#### [Aim of the exercise]
Please copy every line with the string "html" from the entries below.

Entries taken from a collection

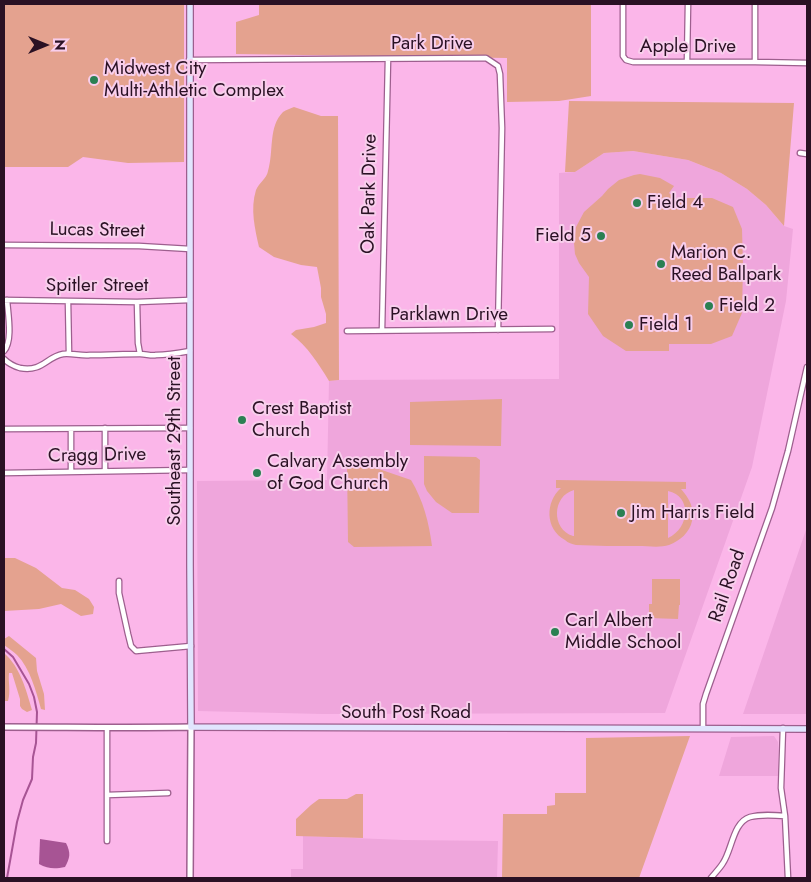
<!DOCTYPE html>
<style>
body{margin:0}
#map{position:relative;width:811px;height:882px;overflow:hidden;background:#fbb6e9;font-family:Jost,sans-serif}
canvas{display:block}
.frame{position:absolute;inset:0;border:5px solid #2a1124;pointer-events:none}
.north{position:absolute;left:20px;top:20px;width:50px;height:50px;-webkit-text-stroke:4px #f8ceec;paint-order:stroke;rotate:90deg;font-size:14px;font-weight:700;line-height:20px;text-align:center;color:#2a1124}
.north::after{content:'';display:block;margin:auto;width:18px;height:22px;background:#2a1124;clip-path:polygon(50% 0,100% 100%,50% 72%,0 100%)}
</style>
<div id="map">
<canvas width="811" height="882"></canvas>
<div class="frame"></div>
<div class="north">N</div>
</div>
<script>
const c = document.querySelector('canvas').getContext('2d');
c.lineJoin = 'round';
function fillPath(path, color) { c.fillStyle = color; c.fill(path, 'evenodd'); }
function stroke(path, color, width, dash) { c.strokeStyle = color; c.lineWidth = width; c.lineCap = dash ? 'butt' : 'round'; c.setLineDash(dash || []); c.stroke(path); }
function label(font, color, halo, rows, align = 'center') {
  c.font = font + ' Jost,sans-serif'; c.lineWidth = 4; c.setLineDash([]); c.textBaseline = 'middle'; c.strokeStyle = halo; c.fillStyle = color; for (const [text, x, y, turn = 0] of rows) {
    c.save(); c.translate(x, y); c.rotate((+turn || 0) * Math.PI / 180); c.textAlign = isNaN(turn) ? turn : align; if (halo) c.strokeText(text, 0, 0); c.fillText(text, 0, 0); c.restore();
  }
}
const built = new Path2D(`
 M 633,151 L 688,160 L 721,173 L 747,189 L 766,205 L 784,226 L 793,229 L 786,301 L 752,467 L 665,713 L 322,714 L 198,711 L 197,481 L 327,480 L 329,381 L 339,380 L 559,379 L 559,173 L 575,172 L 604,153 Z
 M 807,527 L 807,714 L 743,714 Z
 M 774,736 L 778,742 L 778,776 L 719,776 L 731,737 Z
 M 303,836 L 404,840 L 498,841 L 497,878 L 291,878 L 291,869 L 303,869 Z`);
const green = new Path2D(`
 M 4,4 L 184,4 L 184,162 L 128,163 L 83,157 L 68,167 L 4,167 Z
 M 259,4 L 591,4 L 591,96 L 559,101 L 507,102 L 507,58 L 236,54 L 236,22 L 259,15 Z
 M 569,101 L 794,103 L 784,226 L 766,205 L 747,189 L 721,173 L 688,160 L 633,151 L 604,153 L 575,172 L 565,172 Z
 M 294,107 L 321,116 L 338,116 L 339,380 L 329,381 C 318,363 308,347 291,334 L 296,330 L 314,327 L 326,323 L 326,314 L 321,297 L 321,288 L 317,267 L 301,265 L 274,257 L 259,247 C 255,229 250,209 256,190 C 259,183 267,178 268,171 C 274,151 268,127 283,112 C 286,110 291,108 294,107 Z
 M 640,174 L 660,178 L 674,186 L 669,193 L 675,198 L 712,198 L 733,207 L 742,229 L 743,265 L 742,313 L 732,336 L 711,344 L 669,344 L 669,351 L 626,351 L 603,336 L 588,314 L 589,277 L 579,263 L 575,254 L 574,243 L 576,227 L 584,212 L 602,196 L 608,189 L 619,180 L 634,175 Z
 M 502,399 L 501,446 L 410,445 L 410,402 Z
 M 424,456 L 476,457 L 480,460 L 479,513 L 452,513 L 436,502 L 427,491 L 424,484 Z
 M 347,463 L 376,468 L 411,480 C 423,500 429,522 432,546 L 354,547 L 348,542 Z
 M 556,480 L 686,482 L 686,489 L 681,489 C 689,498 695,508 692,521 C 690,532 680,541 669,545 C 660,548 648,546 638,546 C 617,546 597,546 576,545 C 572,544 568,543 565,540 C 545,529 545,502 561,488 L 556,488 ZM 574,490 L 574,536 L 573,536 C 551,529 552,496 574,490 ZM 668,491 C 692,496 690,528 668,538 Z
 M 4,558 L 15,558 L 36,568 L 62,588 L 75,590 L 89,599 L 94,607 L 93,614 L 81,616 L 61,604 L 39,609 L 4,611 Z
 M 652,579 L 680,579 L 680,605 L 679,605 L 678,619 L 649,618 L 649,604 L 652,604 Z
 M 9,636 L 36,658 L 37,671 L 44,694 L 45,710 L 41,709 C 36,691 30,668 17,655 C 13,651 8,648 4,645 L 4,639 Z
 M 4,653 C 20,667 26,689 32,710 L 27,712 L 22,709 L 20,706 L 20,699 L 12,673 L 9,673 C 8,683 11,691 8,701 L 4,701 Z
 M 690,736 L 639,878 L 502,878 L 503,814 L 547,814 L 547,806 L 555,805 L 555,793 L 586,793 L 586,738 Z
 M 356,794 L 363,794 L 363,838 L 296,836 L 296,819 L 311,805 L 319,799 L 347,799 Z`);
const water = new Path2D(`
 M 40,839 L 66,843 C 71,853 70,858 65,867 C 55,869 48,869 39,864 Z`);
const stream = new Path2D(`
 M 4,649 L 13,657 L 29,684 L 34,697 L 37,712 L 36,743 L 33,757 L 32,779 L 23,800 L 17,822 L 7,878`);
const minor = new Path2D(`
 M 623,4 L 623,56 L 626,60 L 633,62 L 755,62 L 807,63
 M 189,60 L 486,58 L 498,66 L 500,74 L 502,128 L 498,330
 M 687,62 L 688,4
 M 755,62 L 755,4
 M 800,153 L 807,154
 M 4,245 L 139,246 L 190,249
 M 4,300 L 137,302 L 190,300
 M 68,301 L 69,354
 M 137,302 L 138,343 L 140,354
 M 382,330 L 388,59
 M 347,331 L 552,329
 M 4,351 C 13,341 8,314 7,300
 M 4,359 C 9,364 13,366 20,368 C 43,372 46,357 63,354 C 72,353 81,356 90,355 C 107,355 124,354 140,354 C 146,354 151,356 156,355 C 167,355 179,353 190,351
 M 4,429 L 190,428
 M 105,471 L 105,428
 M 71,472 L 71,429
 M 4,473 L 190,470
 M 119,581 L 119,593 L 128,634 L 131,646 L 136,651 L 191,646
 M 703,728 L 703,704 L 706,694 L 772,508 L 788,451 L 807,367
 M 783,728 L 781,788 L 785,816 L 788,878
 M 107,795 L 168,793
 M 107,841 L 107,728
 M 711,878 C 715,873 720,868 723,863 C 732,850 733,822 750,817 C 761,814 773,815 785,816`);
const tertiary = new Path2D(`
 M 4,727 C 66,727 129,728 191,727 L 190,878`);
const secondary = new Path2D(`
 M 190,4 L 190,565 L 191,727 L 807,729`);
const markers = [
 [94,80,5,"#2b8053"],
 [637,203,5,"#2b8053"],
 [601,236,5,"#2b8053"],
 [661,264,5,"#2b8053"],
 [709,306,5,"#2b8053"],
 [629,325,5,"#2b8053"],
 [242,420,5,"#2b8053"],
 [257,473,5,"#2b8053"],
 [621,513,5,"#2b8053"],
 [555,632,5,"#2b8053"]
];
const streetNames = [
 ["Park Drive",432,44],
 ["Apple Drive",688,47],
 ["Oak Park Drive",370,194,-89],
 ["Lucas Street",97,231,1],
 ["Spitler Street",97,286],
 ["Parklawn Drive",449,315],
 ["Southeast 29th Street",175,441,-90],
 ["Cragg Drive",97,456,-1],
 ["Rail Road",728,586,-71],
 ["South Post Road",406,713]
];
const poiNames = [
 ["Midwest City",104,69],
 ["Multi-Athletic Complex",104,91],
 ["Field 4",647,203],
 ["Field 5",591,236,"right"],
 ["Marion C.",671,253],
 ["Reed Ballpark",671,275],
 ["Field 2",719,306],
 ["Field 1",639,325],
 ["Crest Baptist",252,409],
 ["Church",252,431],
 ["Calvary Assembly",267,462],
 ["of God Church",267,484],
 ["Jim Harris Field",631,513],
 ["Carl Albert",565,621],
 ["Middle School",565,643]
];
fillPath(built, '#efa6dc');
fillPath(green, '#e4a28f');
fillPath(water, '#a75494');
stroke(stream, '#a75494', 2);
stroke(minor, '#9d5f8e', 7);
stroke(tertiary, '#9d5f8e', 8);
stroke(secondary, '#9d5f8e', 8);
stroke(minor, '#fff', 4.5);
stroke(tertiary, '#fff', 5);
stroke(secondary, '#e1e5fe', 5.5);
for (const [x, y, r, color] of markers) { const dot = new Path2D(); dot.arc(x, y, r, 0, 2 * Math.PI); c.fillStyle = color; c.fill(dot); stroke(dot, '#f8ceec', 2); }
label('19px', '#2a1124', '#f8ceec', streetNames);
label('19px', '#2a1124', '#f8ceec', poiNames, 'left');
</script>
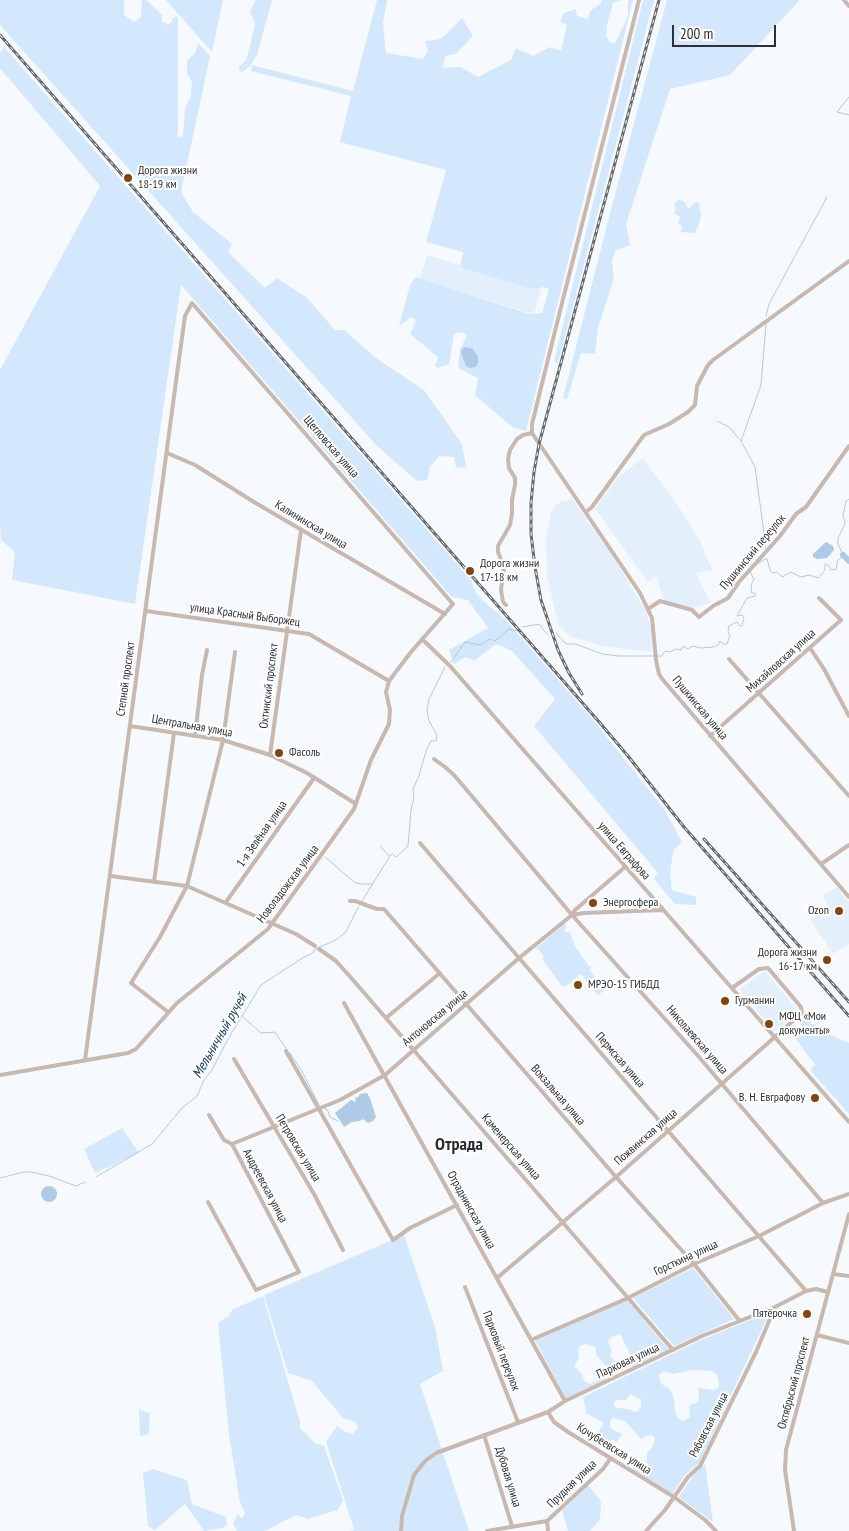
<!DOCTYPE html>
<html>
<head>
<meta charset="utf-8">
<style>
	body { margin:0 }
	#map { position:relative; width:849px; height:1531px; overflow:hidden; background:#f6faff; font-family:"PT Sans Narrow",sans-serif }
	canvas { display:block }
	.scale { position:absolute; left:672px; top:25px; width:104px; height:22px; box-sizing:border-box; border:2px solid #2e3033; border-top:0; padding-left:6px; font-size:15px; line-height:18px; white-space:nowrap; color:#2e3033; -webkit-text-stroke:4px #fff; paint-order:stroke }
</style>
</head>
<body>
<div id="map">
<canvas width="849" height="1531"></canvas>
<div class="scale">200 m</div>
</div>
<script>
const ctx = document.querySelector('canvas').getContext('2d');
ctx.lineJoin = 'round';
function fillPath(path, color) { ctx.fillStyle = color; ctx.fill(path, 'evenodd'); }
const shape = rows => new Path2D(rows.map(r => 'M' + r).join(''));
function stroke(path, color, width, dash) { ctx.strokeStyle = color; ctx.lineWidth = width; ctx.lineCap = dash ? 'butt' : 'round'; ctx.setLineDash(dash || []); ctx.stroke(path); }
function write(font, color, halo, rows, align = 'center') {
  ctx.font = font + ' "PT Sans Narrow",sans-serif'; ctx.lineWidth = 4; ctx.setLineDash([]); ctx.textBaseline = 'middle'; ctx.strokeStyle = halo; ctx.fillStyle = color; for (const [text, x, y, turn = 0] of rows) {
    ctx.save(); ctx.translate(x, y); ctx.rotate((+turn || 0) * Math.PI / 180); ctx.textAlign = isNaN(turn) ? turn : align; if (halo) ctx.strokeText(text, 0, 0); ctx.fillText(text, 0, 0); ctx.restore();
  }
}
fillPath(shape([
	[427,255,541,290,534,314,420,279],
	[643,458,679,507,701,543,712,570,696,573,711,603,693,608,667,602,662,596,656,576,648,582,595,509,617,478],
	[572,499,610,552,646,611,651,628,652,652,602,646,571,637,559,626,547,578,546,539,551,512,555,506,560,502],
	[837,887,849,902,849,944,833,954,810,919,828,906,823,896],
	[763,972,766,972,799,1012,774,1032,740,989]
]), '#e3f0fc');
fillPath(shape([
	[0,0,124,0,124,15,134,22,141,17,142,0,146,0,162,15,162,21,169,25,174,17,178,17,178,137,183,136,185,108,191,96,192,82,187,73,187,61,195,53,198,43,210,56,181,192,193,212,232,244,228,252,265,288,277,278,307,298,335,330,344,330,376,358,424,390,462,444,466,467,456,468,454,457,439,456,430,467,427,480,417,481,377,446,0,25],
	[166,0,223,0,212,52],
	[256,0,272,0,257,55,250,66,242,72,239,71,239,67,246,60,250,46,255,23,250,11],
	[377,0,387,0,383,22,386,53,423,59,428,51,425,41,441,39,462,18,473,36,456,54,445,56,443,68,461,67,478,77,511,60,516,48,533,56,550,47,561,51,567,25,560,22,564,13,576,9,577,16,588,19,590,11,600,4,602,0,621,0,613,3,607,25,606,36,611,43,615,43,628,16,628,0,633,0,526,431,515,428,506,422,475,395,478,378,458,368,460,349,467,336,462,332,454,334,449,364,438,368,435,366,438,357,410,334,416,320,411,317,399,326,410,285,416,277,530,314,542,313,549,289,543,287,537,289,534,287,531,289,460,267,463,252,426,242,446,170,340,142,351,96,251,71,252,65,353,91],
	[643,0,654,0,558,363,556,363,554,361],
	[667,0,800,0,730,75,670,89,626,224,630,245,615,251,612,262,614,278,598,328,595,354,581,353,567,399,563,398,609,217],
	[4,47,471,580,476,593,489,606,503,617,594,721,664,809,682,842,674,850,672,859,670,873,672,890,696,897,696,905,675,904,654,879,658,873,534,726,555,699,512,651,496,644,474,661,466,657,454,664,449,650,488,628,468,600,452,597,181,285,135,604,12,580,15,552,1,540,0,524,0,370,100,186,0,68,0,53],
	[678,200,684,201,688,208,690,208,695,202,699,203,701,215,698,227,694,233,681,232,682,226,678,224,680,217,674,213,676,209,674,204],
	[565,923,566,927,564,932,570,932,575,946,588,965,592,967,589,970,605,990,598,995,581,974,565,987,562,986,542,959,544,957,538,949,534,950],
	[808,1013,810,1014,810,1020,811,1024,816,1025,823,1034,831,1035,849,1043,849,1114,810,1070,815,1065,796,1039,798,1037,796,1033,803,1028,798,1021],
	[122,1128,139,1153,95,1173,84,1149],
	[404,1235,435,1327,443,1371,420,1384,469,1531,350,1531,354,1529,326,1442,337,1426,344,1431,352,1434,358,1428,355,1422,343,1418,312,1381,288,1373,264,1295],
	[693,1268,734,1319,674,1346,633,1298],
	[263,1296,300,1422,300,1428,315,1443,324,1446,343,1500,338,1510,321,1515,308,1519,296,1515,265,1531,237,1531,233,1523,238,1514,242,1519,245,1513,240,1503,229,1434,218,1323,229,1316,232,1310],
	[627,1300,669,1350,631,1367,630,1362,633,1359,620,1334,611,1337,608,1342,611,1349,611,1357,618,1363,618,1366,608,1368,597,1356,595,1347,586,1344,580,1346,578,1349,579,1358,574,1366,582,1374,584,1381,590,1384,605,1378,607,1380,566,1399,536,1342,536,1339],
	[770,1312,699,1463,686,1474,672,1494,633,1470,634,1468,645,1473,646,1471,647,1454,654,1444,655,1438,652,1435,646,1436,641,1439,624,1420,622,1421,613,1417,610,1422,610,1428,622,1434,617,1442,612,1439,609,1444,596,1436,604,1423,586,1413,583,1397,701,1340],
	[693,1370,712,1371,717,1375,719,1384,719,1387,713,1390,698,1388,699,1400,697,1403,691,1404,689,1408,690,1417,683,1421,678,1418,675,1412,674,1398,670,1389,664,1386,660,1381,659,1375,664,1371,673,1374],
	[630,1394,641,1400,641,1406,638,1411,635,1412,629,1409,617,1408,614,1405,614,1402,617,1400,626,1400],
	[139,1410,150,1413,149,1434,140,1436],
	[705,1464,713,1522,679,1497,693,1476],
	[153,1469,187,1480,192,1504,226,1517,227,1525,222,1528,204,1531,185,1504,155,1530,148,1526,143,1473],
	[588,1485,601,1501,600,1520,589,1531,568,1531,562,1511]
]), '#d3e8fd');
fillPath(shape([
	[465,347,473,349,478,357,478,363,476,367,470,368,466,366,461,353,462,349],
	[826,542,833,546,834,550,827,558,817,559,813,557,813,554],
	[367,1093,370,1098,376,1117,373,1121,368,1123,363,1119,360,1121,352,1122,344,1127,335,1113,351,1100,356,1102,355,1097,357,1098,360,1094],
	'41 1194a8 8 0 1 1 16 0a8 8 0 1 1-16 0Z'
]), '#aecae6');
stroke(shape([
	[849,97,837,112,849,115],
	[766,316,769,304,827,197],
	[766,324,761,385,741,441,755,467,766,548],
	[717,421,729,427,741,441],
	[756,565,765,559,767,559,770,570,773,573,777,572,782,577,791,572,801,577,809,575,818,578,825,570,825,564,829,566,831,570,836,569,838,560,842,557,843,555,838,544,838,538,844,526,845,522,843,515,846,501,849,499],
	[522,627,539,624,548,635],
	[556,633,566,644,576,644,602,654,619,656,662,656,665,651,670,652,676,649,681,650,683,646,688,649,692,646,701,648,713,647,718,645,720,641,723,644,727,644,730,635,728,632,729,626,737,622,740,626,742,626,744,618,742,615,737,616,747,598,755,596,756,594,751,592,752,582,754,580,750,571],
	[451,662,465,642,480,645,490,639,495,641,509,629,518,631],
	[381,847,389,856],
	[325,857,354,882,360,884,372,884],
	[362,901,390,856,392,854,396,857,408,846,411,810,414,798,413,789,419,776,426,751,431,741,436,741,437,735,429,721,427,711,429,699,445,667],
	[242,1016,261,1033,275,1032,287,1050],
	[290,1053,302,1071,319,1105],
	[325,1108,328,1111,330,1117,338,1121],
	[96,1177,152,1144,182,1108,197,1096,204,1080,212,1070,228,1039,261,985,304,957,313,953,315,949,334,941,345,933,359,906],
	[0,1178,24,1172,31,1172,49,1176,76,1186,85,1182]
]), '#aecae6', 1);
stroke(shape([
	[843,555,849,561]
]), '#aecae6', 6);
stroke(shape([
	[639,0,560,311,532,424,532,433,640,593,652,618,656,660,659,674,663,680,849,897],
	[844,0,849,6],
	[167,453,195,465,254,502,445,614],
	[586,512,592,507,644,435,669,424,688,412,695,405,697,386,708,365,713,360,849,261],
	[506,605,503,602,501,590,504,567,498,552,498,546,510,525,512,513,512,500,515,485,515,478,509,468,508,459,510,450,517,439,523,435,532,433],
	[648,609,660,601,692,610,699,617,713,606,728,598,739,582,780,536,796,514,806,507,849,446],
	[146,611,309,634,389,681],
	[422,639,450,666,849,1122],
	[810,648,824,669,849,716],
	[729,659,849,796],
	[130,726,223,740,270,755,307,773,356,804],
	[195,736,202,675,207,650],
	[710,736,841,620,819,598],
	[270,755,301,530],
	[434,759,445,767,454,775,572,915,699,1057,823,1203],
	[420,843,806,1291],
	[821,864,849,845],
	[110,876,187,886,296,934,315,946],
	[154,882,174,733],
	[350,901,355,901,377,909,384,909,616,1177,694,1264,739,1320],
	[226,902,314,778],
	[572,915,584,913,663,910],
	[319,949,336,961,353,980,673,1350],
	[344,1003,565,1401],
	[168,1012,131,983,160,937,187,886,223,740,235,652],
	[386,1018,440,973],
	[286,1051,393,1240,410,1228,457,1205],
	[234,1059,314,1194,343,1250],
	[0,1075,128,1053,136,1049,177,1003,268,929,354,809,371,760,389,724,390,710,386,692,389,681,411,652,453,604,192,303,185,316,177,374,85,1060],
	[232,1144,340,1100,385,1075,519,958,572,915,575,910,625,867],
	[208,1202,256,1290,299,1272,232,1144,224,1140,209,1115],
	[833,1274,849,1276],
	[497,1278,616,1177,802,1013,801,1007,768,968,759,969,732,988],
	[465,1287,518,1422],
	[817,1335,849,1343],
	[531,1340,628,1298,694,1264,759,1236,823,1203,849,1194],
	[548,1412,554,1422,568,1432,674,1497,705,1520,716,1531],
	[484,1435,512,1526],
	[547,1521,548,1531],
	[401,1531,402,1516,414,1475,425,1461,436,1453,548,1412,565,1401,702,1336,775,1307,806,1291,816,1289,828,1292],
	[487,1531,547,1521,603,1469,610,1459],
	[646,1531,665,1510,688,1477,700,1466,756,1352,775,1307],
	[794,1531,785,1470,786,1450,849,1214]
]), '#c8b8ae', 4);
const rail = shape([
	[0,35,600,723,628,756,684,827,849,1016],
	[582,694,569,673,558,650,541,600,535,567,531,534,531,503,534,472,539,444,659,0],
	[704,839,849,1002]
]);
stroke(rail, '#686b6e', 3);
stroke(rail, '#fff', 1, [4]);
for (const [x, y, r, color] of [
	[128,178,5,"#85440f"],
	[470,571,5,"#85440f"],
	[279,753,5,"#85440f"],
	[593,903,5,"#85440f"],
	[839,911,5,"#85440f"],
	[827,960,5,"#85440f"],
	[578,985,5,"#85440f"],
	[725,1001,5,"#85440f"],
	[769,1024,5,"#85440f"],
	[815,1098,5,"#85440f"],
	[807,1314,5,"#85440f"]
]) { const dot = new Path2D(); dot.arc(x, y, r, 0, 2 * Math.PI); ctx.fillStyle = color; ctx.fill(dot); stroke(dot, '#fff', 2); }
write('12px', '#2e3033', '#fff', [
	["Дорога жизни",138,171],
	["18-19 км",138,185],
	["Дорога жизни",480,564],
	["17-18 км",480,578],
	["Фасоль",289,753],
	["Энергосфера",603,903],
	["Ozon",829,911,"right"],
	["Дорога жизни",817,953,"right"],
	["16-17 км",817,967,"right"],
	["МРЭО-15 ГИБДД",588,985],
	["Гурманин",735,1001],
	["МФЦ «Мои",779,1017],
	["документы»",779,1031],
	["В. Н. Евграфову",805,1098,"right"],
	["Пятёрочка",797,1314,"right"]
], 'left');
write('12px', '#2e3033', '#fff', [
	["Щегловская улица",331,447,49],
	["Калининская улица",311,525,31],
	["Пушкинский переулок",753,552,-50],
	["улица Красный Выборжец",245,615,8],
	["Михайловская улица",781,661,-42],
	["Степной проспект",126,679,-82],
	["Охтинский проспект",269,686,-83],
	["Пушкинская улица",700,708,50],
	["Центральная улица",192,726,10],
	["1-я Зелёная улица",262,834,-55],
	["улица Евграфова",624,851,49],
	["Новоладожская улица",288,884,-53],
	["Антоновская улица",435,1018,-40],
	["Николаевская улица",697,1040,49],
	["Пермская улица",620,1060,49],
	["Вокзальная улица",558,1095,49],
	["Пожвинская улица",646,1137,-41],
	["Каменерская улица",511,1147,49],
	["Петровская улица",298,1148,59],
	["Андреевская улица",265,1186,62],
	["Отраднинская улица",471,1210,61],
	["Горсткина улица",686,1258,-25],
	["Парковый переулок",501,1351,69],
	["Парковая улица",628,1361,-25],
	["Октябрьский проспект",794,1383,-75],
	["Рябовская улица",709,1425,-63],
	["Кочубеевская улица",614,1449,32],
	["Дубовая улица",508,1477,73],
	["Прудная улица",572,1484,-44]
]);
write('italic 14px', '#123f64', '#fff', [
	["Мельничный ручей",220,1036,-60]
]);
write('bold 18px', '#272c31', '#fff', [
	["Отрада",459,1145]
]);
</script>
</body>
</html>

#### [Output for this exercise]
<!DOCTYPE html>
<!DOCTYPE html>
<html>
</html>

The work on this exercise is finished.